Synthesis of a new oxime and its application to the construction of a highly selective and sensitive Co(II) PVC-based membrane sensor.

A cobalt(II) ion-selective membrane sensor has been fabricated from a poly vinyl chloride (PVC) matrix membrane containing a new oxime compound (oxime of 1-(2-oxocyclohexyl)-1,2-cyclohexanediol, OXCCD) as a neutral carrier, sodium tetraphenyl borate (NaTPB) as an anionic excluder and o-nitrophenyloctylether (o-NPOE) as a plasticizing solvent mediator. The membrane sensor exhibits a linear potential response in the concentration range of 1.0 x 10(-1) - 1.0 x 10(-6) M of Co2+. The electrode displays a Nernstian slope of 29.8 mV decade(-1) in the pH range of 3.5 - 8.0. The sensor also exhibits a fast response time of < 25 s. The detection limit of the proposed sensor is 9.0 x 10(-7) M (approximately 40 ng/ml), and it can be used over a period of two months.
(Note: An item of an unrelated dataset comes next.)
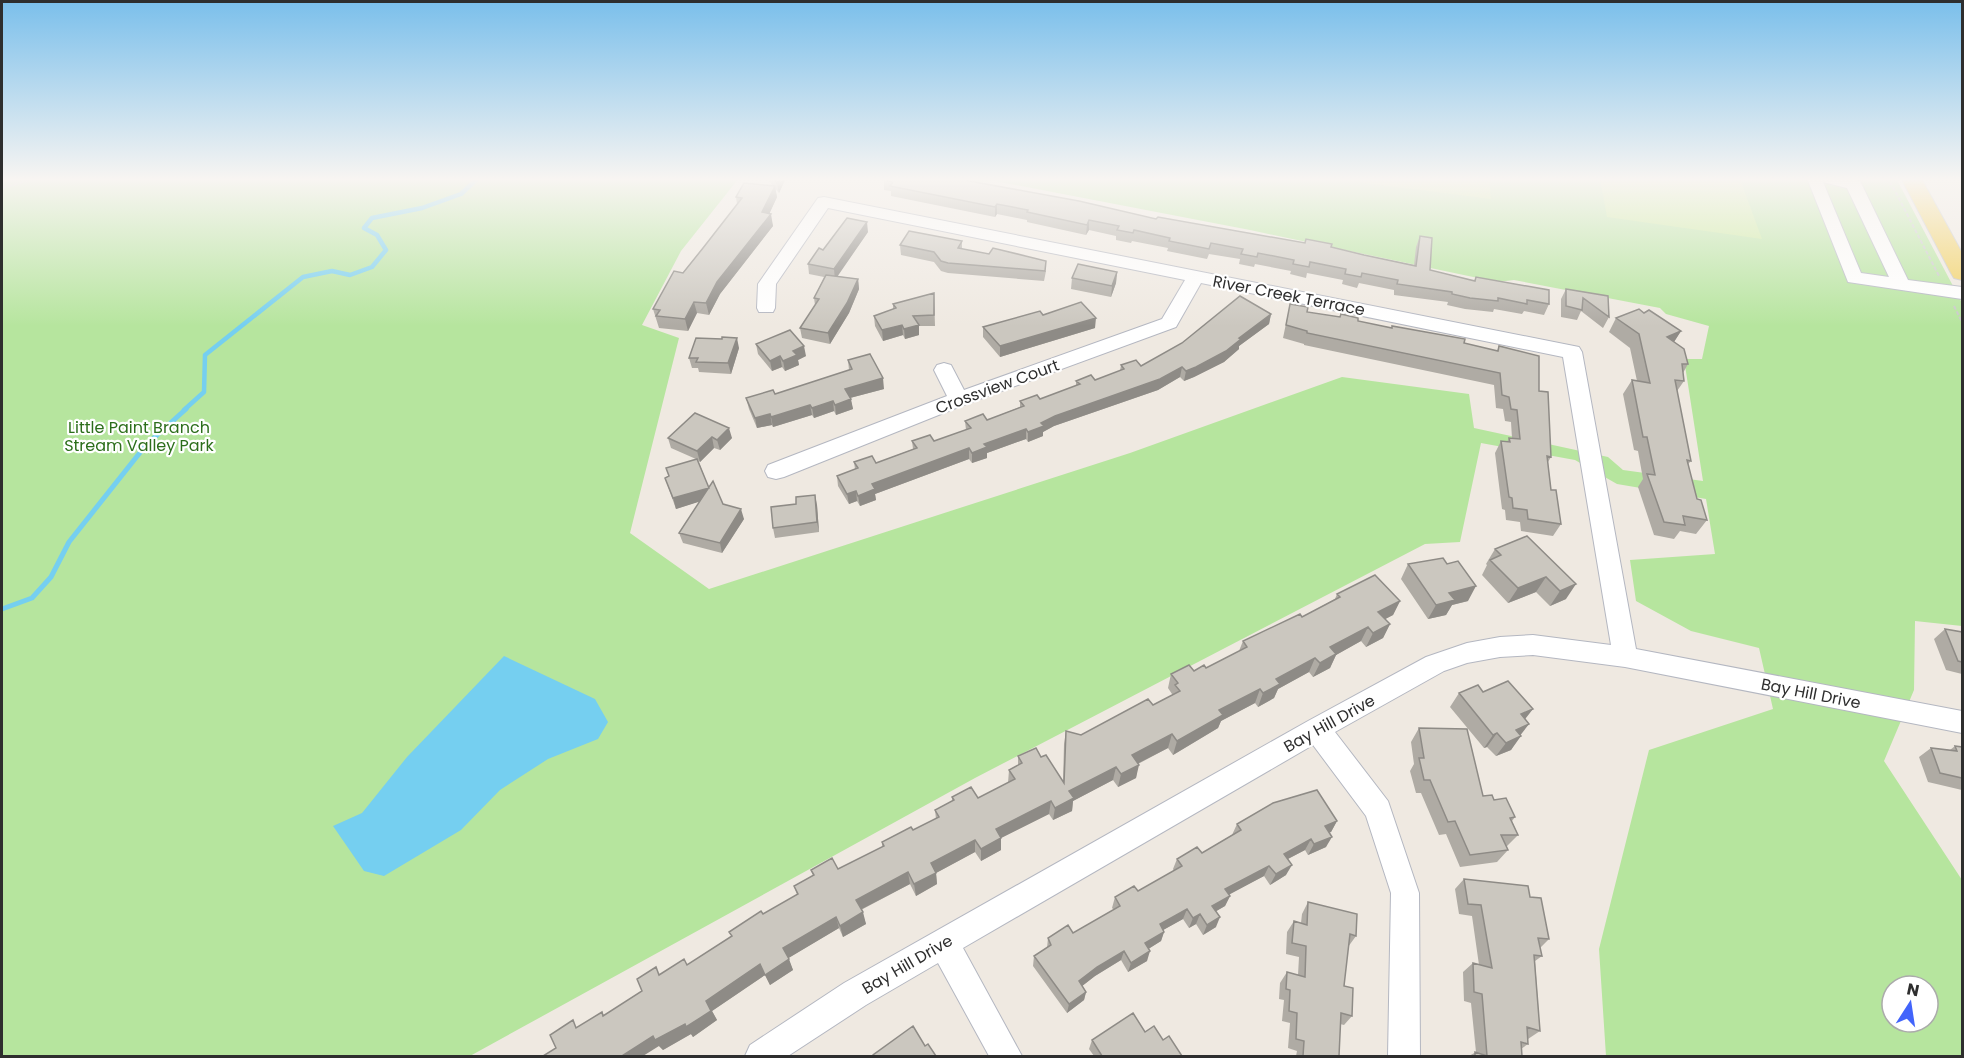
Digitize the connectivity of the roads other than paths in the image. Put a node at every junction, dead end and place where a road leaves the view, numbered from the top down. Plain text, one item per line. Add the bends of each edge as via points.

The selectivity of the sensor with respect to other cations (alkali, alkaline earth, transition and heavy metal ions) is excellent. The practical utility of the sensor has been demonstrated by using it as an indicator electrode in the potentiometric titration of Co2+ with EDTA and for the direct determination of Co(II) in wastewater of the electroplating industry.